Sep 6, 201209:03 AMPet Talk
News and info for pet owners in Columbia, Mo.
Ignatius The Frog
Growing up, we never had traditional family pets because my mom has a cat allergy and my dad doesn’t like dogs (I know, I know). That said, my brother and I still had the need for rats and snails and puppy dog tails, so there was rarely a shortage of critters inhabiting some corner of our house. In order, there was a parade of short-lived and long-forgotten goldfish, Waffles the rabbit (our favorite) and a slew of other rodents, birds and the occasional reptile.

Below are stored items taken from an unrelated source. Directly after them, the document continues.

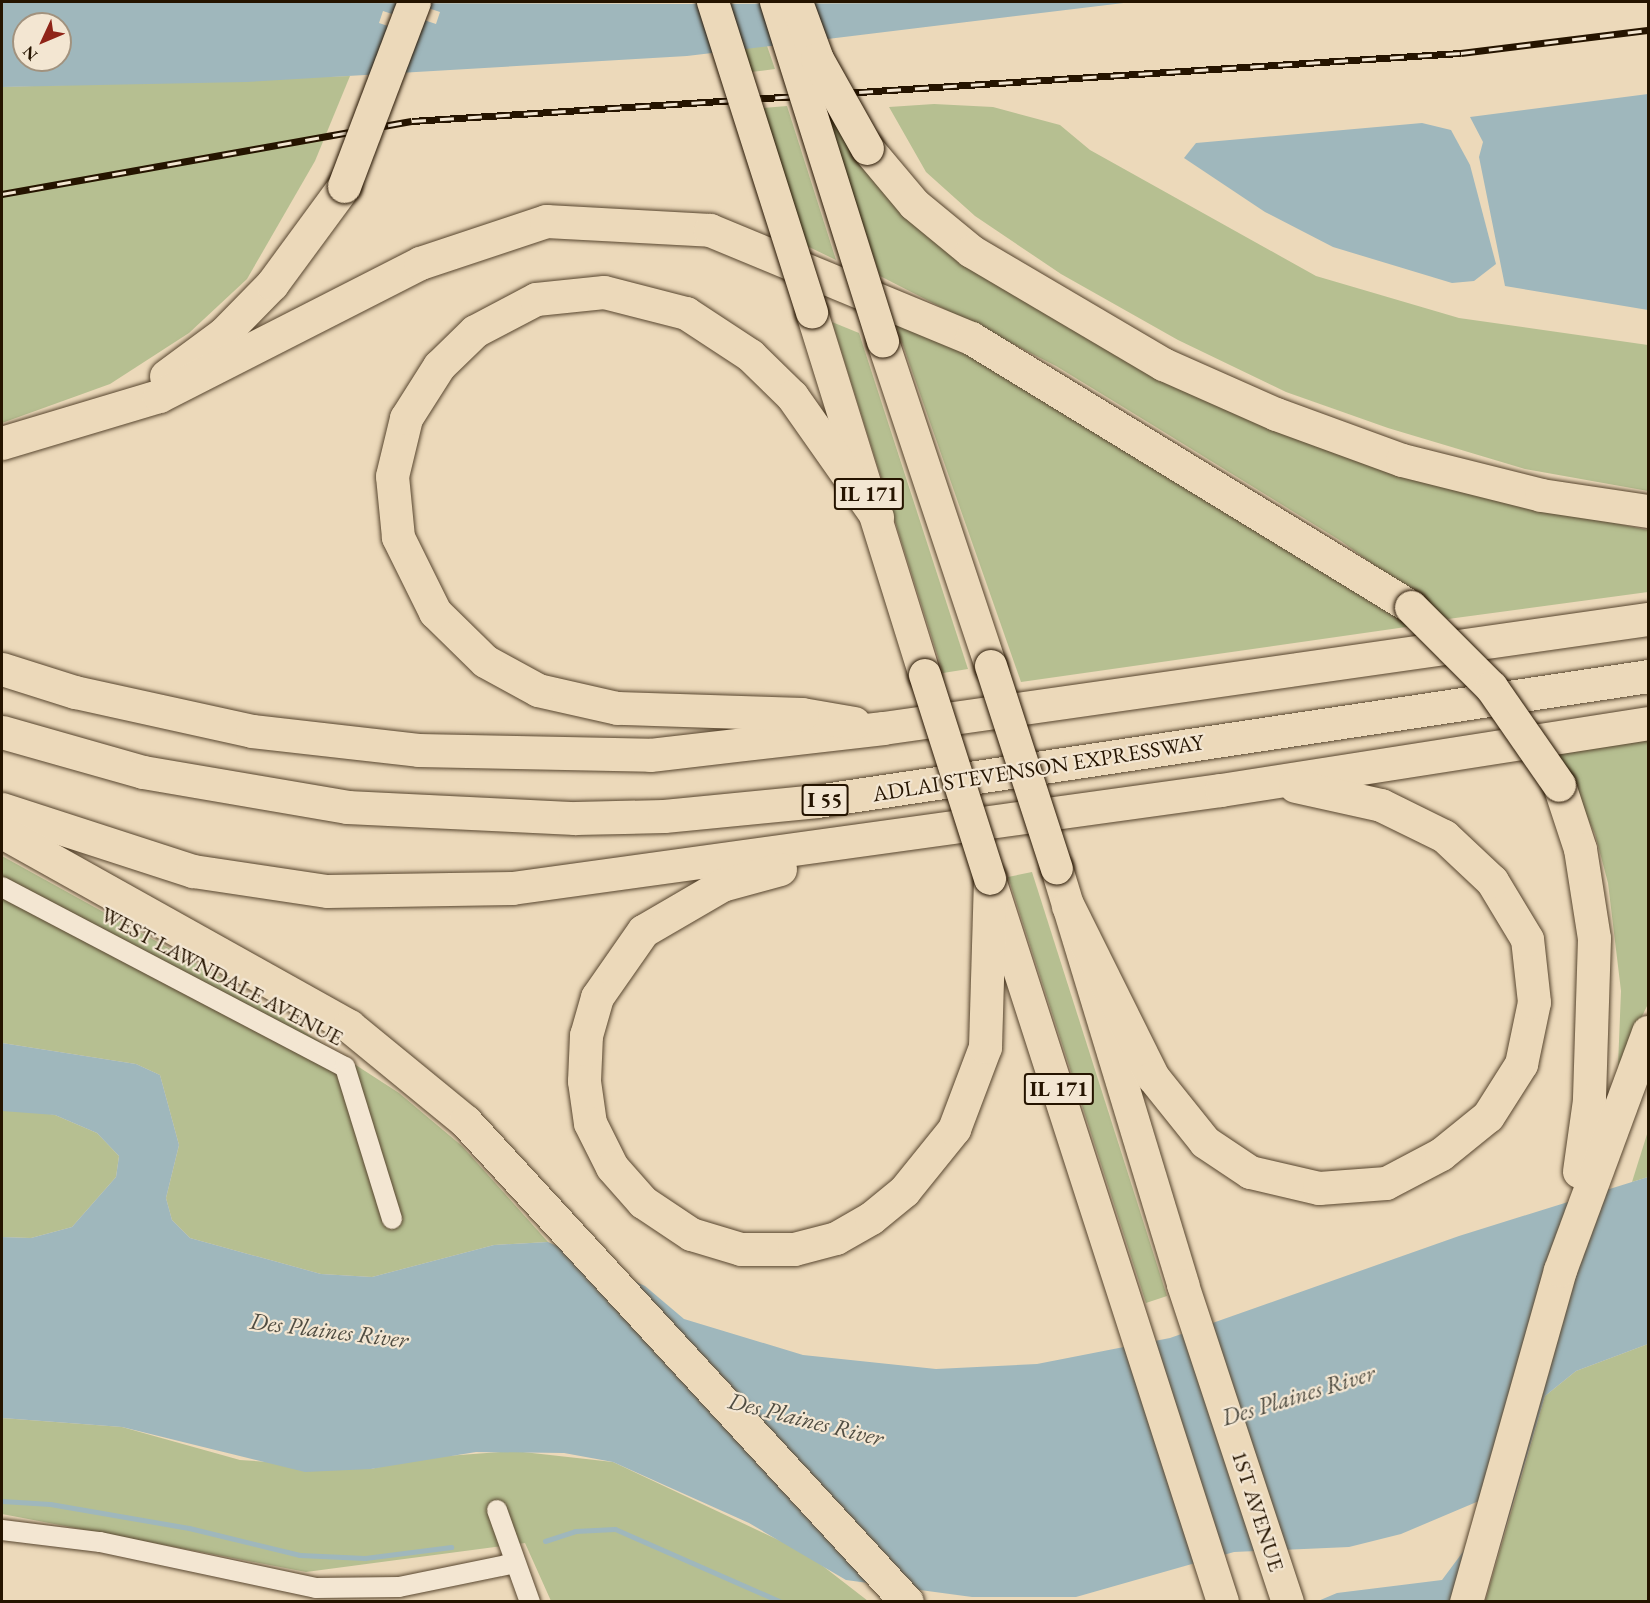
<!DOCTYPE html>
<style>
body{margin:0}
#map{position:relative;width:1650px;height:1603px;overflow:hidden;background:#ecd9ba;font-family:"EB Garamond",serif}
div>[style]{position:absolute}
.green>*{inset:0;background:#b6bf91}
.water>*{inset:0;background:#9fb7bc}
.stream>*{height:5px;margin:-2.5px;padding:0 2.5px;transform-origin:2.5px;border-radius:2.5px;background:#9fb7bc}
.roads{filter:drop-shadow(0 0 2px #57452e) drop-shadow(0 0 2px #57452e)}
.minor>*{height:20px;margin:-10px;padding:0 10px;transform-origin:10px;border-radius:10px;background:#f3e6d2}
.primary>*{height:32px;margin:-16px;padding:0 16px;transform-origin:16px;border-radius:16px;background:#ecd9ba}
.motorway>*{height:33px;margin:-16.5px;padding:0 16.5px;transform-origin:16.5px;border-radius:16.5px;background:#ecd9ba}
.rail>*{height:7px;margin-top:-3.5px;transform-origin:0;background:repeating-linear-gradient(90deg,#f3e6d2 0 14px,#251400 0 28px);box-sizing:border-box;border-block:2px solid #251400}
.bridges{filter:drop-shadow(0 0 2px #251400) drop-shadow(0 0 2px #251400)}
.primary-bridge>*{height:32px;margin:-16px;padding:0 16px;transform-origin:16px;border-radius:16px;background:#ecd9ba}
.motorway-bridge>*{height:33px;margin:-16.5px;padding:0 16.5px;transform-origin:16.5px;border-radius:16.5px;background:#ecd9ba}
span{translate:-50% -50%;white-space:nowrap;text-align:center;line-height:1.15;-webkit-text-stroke:4.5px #f3e6d2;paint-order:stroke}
.shield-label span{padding:2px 4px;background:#f3e6d2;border:2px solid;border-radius:4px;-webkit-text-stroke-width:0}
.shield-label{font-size:21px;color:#251400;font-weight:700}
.street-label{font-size:22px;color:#251400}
.water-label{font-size:24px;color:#504d42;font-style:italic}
.frame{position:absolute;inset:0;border:3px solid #251400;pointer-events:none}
.north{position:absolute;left:12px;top:12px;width:60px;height:60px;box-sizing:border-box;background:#f3e6d2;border:2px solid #a1927e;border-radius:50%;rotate:226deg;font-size:16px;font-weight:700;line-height:24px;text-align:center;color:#251400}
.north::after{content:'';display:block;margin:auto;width:21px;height:27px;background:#8f2418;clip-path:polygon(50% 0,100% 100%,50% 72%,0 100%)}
</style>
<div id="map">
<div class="green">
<i style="clip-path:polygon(766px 43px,775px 69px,751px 72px,743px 47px)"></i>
<i style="clip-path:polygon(350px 76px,315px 161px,247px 279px,189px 333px,110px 384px,2px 423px,2px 87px)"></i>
<i style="clip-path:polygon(934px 104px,993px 107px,1060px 125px,1090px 150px,1316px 276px,1459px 318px,1648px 345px,1648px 491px,1525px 469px,1388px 428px,1286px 392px,1178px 340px,1061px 274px,975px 216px,926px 172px,889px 107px)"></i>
<i style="clip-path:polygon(824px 105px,957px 256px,1491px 498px,1648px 530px,1648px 592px,1448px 619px,1341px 541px,1146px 421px,1056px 366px,880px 276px)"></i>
<i style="clip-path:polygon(787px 106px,836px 260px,807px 246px,763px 108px)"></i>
<i style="clip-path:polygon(891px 311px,950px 339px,1413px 626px,1021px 682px)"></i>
<i style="clip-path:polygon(832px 322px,859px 333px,968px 669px,943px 673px)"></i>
<i style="clip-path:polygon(1648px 740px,1648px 1004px,1618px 1066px,1621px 991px,1608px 883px,1595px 834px,1558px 754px)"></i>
<i style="clip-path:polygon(2px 856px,212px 972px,399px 1093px,462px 1146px,548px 1242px,494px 1245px,372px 1277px,321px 1274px,190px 1238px,172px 1220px,166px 1198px,179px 1145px,160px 1075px,136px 1064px,2px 1043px)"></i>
<i style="clip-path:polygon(1032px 872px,1167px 1296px,1146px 1303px,1008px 877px)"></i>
<i style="clip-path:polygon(23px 1109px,55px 1115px,97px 1133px,119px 1156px,116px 1177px,72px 1227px,31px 1238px,2px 1237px,2px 1111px)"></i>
<i style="clip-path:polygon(1648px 1131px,1648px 1177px,1632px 1182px)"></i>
<i style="clip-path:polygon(1648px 1344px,1648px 1601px,1485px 1602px,1545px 1396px,1576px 1371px)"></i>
<i style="clip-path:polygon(2px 1418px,122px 1427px,240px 1460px,371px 1469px,420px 1458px,514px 1451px,613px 1462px,806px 1553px,868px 1601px,551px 1601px,525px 1543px,306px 1572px,2px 1514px)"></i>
</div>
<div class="water">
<i style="clip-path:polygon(evenodd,2px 2px,683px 4px,1132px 2px,687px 56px,246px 82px,2px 87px,2px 2px,428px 8px,440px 12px,436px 24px,424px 20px,428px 8px,2px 2px,383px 11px,395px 15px,391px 27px,379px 23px,383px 11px,2px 2px,24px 24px,60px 24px,60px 60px,24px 60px,24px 24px)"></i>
<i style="clip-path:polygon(1648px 94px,1648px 310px,1505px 286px,1479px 157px,1483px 142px,1470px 117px)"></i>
<i style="clip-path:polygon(1422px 123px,1451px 130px,1470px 165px,1496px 264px,1474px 281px,1452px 283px,1333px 247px,1265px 212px,1184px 158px,1196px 143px)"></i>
<i style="clip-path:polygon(2px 1043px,136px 1064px,160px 1075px,179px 1145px,166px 1198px,172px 1220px,190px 1238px,321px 1274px,372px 1277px,494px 1245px,548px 1242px,645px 1286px,684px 1319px,803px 1355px,936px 1369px,1037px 1364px,1170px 1338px,1459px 1236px,1648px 1177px,1648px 1344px,1576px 1371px,1545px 1396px,1489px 1583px,1468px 1601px,1318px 1601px,1337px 1593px,1442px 1580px,1465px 1549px,1486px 1498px,1401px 1534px,1349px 1547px,1234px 1552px,1076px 1597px,972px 1597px,846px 1580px,749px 1523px,613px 1462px,564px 1453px,476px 1452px,371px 1469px,305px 1472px,122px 1427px,2px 1418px,2px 1237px,31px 1238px,72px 1227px,116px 1177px,119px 1156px,97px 1133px,55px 1115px,2px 1111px)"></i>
</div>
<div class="stream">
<i style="left:2px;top:1501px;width:48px;rotate:3.6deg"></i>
<i style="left:50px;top:1504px;width:141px;rotate:9.8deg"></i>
<i style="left:189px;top:1528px;width:114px;rotate:13.7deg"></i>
<i style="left:300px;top:1555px;width:65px;rotate:2.6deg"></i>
<i style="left:365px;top:1558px;width:87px;rotate:-7.3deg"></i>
<i style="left:545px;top:1541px;width:32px;rotate:-18deg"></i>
<i style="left:575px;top:1531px;width:40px;rotate:-2.9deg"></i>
<i style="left:615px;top:1529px;width:181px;rotate:23.7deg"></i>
</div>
<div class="roads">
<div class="minor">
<i style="left:2px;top:887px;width:387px;rotate:27.7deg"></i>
<i style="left:345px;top:1067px;width:159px;rotate:72.8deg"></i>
<i style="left:497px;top:1510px;width:98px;rotate:70.3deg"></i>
<i style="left:2px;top:1530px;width:99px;rotate:7deg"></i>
<i style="left:100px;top:1542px;width:221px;rotate:12deg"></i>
<i style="left:316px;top:1588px;width:83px;rotate:-0.7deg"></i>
<i style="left:399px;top:1587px;width:119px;rotate:-11.6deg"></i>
</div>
<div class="primary">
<i style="left:812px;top:313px;width:379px;rotate:72.7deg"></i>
<i style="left:883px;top:342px;width:342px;rotate:71.6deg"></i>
<i style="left:1057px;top:869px;width:435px;rotate:73.1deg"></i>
<i style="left:1183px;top:1285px;width:334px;rotate:71.7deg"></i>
<i style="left:992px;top:886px;width:752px;rotate:72.12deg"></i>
</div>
<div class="motorway">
<i style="left:867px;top:148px;width:73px;rotate:50deg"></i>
<i style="left:914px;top:204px;width:74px;rotate:39.5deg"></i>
<i style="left:971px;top:251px;width:223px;rotate:30.5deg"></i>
<i style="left:1163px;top:364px;width:124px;rotate:23.9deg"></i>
<i style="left:1276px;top:414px;width:134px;rotate:20.1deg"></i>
<i style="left:1402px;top:460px;width:143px;rotate:14.1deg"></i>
<i style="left:1541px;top:495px;width:108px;rotate:8.5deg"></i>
<i style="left:166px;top:376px;width:71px;rotate:-36.4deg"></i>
<i style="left:223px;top:334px;width:70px;rotate:-45.6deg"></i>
<i style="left:272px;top:284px;width:122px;rotate:-53.7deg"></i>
<i style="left:2px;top:443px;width:164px;rotate:-16.7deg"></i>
<i style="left:159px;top:396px;width:293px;rotate:-27deg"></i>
<i style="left:420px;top:263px;width:133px;rotate:-18.4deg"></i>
<i style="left:546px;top:221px;width:164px;rotate:3.1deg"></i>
<i style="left:710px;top:230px;width:282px;rotate:22.5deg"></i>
<i style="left:971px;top:338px;width:516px;rotate:31.44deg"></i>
<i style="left:2px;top:669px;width:77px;rotate:17.5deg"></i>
<i style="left:75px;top:692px;width:181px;rotate:12.4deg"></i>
<i style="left:252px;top:731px;width:167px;rotate:6.5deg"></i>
<i style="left:418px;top:750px;width:232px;rotate:1.2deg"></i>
<i style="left:650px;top:755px;width:235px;rotate:-6.6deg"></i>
<i style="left:883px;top:728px;width:773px;rotate:-8.11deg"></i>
<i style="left:854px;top:723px;width:53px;rotate:-170.2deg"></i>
<i style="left:802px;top:714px;width:185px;rotate:-178.1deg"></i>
<i style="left:617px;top:708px;width:81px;rotate:-167.2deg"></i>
<i style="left:538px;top:690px;width:60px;rotate:-151.3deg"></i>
<i style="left:485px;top:661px;width:70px;rotate:-135.6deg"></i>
<i style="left:435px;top:612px;width:84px;rotate:-116.3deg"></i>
<i style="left:398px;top:537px;width:61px;rotate:-95.6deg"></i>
<i style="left:392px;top:476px;width:60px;rotate:-76.4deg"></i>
<i style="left:406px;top:418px;width:62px;rotate:-57.6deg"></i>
<i style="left:439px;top:366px;width:50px;rotate:-44.2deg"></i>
<i style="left:475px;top:331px;width:69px;rotate:-27.7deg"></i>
<i style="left:536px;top:299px;width:68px;rotate:-5.9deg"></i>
<i style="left:604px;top:292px;width:85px;rotate:14.4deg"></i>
<i style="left:686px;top:313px;width:77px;rotate:33.3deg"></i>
<i style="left:750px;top:355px;width:59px;rotate:44.3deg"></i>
<i style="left:792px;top:396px;width:148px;rotate:54.9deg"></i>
<i style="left:2px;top:732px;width:147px;rotate:15.8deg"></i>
<i style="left:143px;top:772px;width:207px;rotate:9.7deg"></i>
<i style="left:347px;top:807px;width:228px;rotate:2.8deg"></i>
<i style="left:575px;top:818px;width:89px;rotate:-1.3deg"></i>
<i style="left:664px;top:816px;width:154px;rotate:-5.6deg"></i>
<i style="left:817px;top:801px;width:840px;rotate:-8.55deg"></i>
<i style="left:1559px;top:785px;width:67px;rotate:71.8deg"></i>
<i style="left:1580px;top:849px;width:90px;rotate:81.1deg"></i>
<i style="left:1594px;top:938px;width:162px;rotate:91.8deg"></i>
<i style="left:1589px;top:1100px;width:72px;rotate:98deg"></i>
<i style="left:2px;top:809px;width:201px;rotate:18deg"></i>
<i style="left:193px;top:871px;width:135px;rotate:8.5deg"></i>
<i style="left:327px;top:891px;width:185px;rotate:-0.9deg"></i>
<i style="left:512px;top:888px;width:716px;rotate:-7.87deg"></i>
<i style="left:1221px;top:790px;width:432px;rotate:-8.9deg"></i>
<i style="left:2px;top:832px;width:398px;rotate:29.2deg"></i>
<i style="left:349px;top:1026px;width:150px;rotate:39.3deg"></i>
<i style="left:465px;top:1121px;width:653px;rotate:47.42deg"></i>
<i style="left:780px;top:869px;width:60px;rotate:164.6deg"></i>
<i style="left:722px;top:885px;width:91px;rotate:149.8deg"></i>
<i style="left:643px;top:931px;width:80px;rotate:124.9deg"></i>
<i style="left:597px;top:997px;width:40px;rotate:106deg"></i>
<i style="left:586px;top:1035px;width:46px;rotate:92.5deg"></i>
<i style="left:584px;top:1081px;width:42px;rotate:81.9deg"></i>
<i style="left:590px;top:1123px;width:49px;rotate:63.4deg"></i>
<i style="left:612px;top:1167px;width:47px;rotate:48.5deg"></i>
<i style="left:643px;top:1202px;width:58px;rotate:33.7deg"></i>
<i style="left:691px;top:1234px;width:52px;rotate:16.7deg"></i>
<i style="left:741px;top:1249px;width:53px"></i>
<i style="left:794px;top:1249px;width:43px;rotate:-14.7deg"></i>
<i style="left:836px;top:1238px;width:40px;rotate:-29.7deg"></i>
<i style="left:871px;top:1218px;width:43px;rotate:-39.3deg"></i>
<i style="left:904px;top:1191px;width:80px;rotate:-51.1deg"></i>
<i style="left:954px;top:1129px;width:88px;rotate:-69.3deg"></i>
<i style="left:985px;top:1047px;width:168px;rotate:-88.3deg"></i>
<i style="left:1068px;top:906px;width:191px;rotate:63.6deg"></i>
<i style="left:1153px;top:1077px;width:83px;rotate:51.3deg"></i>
<i style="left:1205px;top:1142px;width:54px;rotate:33.7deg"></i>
<i style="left:1250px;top:1172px;width:71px;rotate:13.1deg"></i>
<i style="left:1319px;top:1188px;width:67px;rotate:-4.3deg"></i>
<i style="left:1386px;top:1183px;width:62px;rotate:-27.8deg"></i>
<i style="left:1441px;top:1154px;width:60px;rotate:-39deg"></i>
<i style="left:1488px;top:1116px;width:62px;rotate:-57.6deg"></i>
<i style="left:1521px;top:1064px;width:63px;rotate:-78.2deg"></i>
<i style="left:1534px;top:1002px;width:63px;rotate:-96.3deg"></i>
<i style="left:1527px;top:939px;width:68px;rotate:-121.1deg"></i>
<i style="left:1492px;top:881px;width:66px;rotate:-136.8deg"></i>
<i style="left:1444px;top:836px;width:70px;rotate:-153.8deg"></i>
<i style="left:1381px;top:805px;width:88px;rotate:-167.5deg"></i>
<i style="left:1466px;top:1602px;width:345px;rotate:-74.2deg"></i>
<i style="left:1560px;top:1270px;width:254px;rotate:-69.7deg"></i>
</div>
</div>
<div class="rail">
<i style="left:2px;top:194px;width:416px;rotate:-10.1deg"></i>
<i style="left:412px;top:121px;width:1051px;rotate:-3.71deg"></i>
<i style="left:1461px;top:53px;width:188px;rotate:-7deg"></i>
</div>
<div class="bridges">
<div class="primary-bridge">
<i style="left:713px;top:2px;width:326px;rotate:72.3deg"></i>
<i style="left:776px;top:2px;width:356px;rotate:72.5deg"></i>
<i style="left:991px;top:666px;width:213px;rotate:72deg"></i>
<i style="left:925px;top:675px;width:214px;rotate:72.3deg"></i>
</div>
<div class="motorway-bridge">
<i style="left:796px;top:2px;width:61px;rotate:69.8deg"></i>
<i style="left:817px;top:59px;width:102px;rotate:60.7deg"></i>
<i style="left:344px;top:186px;width:197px;rotate:-69.2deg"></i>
<i style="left:1411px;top:607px;width:113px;rotate:45deg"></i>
<i style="left:1491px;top:687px;width:119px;rotate:55.2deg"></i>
</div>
</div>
<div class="shield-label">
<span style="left:869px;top:494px">IL 171</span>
<span style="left:825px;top:800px">I 55</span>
<span style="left:1059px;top:1089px">IL 171</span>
</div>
<div class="street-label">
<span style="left:1038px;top:768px;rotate:-9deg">ADLAI STEVENSON EXPRESSWAY</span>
<span style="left:222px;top:976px;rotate:28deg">WEST LAWNDALE AVENUE</span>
<span style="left:1258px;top:1511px;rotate:72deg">1ST AVENUE</span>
</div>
<div class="water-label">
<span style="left:329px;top:1330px;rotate:7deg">Des Plaines River</span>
<span style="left:1298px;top:1395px;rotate:-17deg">Des Plaines River</span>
<span style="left:806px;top:1419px;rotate:14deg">Des Plaines River</span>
</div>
<div class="frame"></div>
<div class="north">N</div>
</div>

When I moved away to college, I had the opportunity to expand — and hopefully improve — my pet ownership resume. In the dorms, I started with a simple betta fish, who, to my great horror, leapt from his overfilled bowl to a non-watery grave in my clothing hamper in the middle of the night. Unfettered by the university’s pet policy, my roommates and I fostered Chamois, a joyful, 12-year-old cocker spaniel from Columbia Second Chance the following year. The year after that, I moved in with a new roommate who brought his demon kitten, Lando (Catrissian), along with him. It suffices to say that after two years living with that biting, scratching, darting beast, I am not a cat person. But there was also a vacancy.
I perused the pet stores at length trying to determine which pets best suited my personality and lifestyle (my apartment does not allow dogs, otherwise it would have been a no-brainer). The fish didn’t impress, and I’d had my fill of small rodents and screeching birds when I was younger. Ultimately I was drawn to the reptile section, and, after debating the respective merits of Chinese Water Dragons and Leopard Geckos, a store employee showed me the Pacman frog (Ceratophrys cranwelli). As you would imagine, it was the typical story of Boy Meets Frog, and I bought him along with all the supplies on the checklist that night.
It took a couple days to name him Ignatius (after Ignatius J. Reilly, the protagonist in A Confederacy of Dunces, as they both have a tendency toward corpulence), but it took even longer to get The Great Glutton of the Argentine to eat. He had taken to hiding deep in the coconut fiber lining his tank for the entire day, and he wouldn’t rise to eat or drink without coercion. As it turns out, this is the frog’s natural response to suboptimal living conditions — too cold, too dry, etc. In a panic, I hopped (pun intended) on the internet and googled the various problems I was having. A few back-and-forths later on a forum devoted to pet frogs, and Ignatius is back to being a happy, not-so-little gourmand.
Even though frogs might not be for you, here are a tips I learned from my experience you can apply to your own pet purchase:
1. Always research your prospective pet purchase before you buy, particularly if it’s a bit on the exotic side.
2. Once you’ve made your decision, set up your pet’s home before you bring it home so you can create perfect conditions without stressing out your new animal right off the bat.
3. Make sure to ask the pet care associate wherever you buy your pet about the animal’s feeding habits. I tried three different food items for my frog before finally finding his preferred prey. Just because many Pacman frogs will eat a certain type of food doesn’t mean all will, just like humans.
4. Investigate the practical side of keeping any given animal. Life expectancy is a very important factor to consider because many pets live for a very long time. If you are the type of person who becomes bored quickly, it would be cruel to select a pet that requires a lot of attention or has a lifespan of several years or longer. You should also be sure that you can fit proper pet care into your budget. Beyond the initial purchase price, many animals require supplements, expensive food or new and bigger homes as they grow.